**What to do:**
Apart from the pictures, everything in the lines below must be printed exactly.

**Exercise material:**
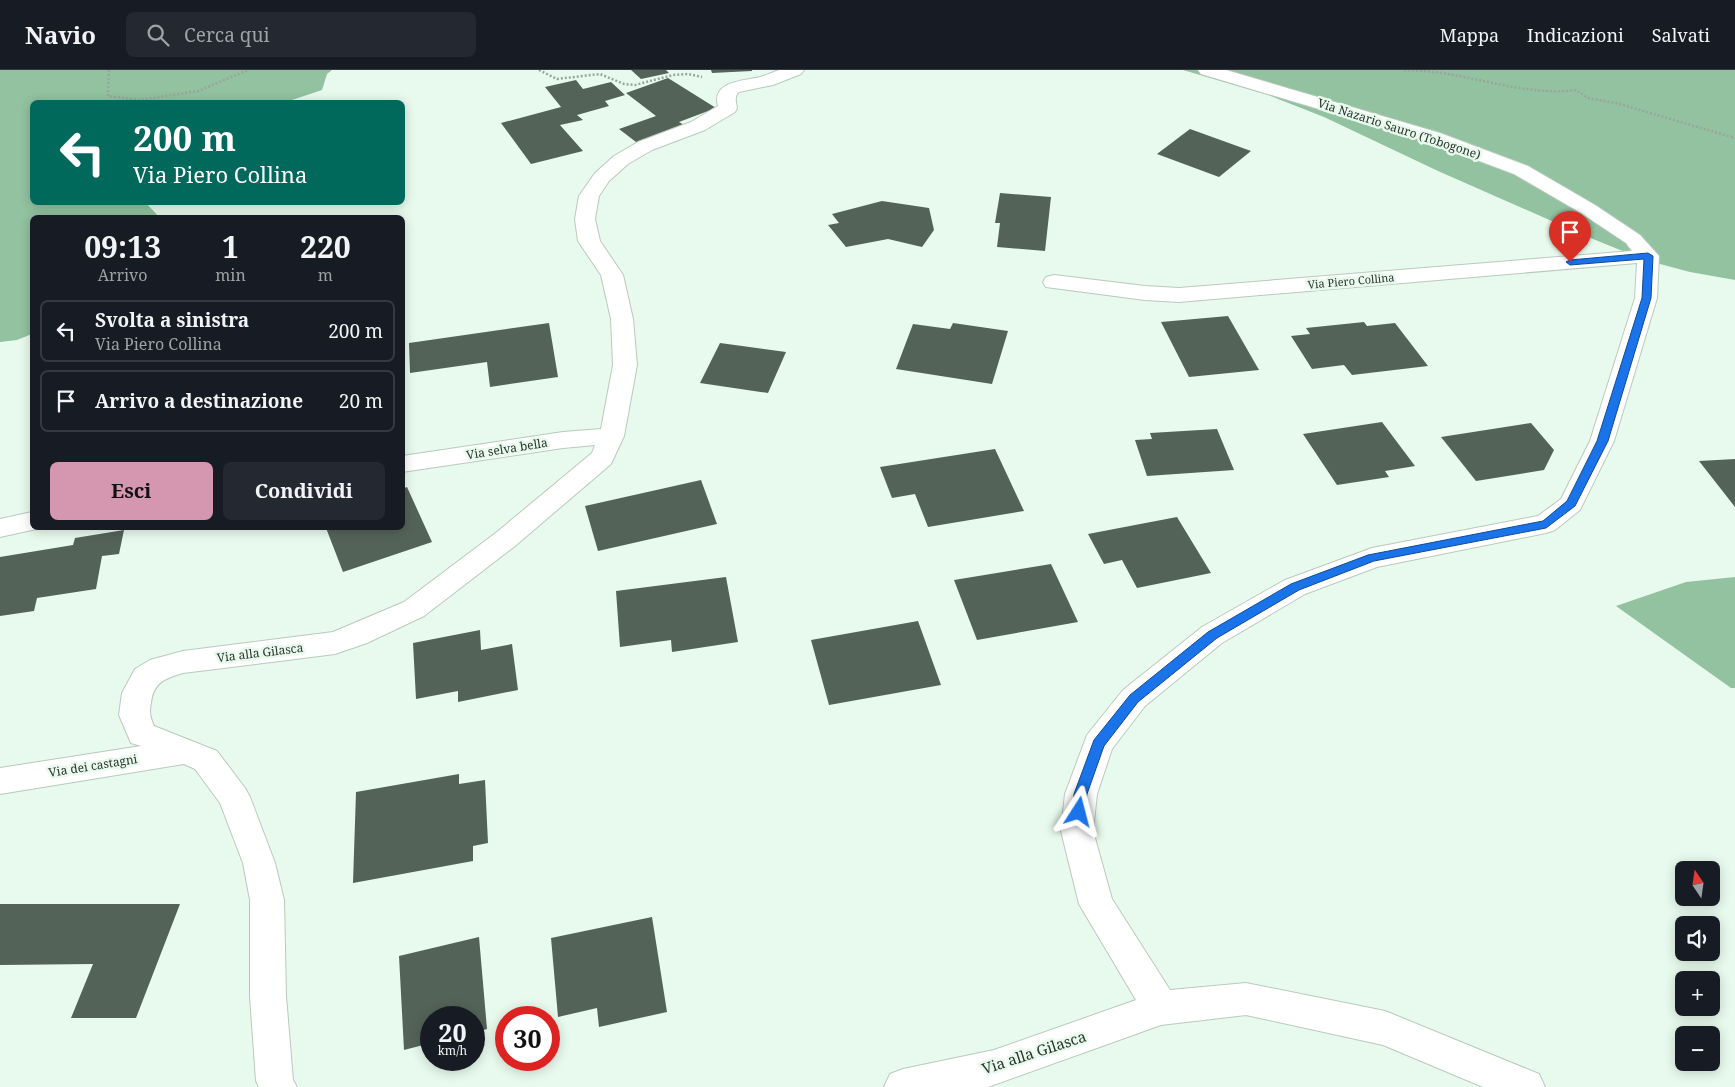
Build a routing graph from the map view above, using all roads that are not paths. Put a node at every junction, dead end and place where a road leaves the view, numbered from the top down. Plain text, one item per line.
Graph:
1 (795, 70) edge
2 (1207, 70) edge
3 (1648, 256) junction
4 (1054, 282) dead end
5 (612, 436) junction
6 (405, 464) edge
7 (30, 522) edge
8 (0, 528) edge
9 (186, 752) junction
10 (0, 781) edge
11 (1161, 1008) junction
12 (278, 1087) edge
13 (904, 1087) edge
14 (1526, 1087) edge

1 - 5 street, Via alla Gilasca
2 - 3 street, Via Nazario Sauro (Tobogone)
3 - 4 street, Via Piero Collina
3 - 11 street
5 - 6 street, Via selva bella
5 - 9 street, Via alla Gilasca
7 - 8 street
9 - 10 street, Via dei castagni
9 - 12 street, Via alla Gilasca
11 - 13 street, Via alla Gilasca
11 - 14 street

**Solution to the problem:**
Build a routing graph from the map view above, using all roads that are not paths. Put a node at every junction, dead end and place where a road leaves the view, numbered from the top down. Plain text, one item per line.
Graph:
1 (795, 70) edge
2 (1207, 70) edge
3 (1648, 256) junction
4 (1054, 282) dead end
5 (612, 436) junction
6 (405, 464) edge
7 (30, 522) edge
8 (0, 528) edge
9 (186, 752) junction
10 (0, 781) edge
11 (1161, 1008) junction
12 (278, 1087) edge
13 (904, 1087) edge
14 (1526, 1087) edge

1 - 5 street, Via alla Gilasca
2 - 3 street, Via Nazario Sauro (Tobogone)
3 - 4 street, Via Piero Collina
3 - 11 street
5 - 6 street, Via selva bella
5 - 9 street, Via alla Gilasca
7 - 8 street
9 - 10 street, Via dei castagni
9 - 12 street, Via alla Gilasca
11 - 13 street, Via alla Gilasca
11 - 14 street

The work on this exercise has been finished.